Records drawn from a dataset:
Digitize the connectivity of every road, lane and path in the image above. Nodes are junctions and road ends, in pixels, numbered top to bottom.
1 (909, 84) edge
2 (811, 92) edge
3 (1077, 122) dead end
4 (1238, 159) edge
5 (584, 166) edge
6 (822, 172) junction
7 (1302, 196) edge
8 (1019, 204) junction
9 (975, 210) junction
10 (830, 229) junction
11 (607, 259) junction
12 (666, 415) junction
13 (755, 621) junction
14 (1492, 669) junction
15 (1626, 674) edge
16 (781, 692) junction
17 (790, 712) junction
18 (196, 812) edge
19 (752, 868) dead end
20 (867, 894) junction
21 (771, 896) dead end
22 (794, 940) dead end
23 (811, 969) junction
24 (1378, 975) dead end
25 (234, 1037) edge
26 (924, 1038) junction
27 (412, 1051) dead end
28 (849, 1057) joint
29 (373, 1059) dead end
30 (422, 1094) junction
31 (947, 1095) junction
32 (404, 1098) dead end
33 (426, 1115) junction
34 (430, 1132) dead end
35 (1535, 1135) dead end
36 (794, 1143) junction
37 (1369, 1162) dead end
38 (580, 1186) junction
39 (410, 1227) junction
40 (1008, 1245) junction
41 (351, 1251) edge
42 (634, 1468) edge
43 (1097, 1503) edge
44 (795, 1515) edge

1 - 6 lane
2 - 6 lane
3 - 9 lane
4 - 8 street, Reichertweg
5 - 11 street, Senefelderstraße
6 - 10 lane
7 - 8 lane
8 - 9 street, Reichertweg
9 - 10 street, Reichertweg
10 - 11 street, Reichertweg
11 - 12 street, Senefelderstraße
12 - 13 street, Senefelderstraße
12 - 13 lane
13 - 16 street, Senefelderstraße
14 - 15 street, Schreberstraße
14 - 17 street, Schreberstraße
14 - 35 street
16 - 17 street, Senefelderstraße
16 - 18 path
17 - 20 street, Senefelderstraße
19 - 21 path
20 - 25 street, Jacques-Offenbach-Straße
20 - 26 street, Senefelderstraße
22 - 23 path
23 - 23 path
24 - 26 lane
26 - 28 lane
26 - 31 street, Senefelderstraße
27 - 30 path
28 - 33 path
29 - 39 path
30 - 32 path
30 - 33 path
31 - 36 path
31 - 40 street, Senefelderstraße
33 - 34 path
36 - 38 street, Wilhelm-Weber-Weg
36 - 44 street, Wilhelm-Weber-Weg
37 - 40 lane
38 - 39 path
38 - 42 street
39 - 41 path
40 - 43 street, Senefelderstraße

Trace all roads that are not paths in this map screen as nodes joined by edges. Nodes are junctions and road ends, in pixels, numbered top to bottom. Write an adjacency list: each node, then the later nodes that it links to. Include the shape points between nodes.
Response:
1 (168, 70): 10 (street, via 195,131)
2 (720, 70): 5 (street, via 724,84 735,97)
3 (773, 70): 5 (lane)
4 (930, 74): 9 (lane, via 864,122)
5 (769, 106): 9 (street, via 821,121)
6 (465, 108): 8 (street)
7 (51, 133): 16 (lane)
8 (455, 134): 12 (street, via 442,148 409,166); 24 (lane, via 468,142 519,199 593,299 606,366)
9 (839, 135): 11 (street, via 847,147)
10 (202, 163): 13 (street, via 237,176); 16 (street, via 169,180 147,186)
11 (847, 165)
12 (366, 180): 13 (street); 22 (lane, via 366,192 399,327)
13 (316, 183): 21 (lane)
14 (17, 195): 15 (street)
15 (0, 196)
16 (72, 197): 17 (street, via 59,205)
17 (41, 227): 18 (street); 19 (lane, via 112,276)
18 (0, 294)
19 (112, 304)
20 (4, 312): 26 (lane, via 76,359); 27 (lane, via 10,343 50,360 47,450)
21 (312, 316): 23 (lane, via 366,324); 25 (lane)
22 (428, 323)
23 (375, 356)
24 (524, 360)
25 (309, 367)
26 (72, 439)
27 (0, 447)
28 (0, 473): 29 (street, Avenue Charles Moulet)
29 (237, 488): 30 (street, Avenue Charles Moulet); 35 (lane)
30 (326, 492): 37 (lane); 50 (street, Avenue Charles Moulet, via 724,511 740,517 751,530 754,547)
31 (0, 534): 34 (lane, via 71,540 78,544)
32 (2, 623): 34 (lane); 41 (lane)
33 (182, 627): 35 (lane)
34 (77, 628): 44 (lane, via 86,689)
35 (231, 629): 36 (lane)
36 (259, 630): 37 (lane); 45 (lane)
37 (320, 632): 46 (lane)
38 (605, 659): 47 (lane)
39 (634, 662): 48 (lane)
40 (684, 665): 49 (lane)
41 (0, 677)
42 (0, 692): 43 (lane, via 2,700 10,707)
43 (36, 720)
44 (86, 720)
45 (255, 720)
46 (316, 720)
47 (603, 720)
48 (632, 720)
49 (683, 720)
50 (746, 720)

Task requirements –
Copy each line from the records above that includes the string "Moulet".

Written answer –
28 (0, 473): 29 (street, Avenue Charles Moulet)
29 (237, 488): 30 (street, Avenue Charles Moulet); 35 (lane)
30 (326, 492): 37 (lane); 50 (street, Avenue Charles Moulet, via 724,511 740,517 751,530 754,547)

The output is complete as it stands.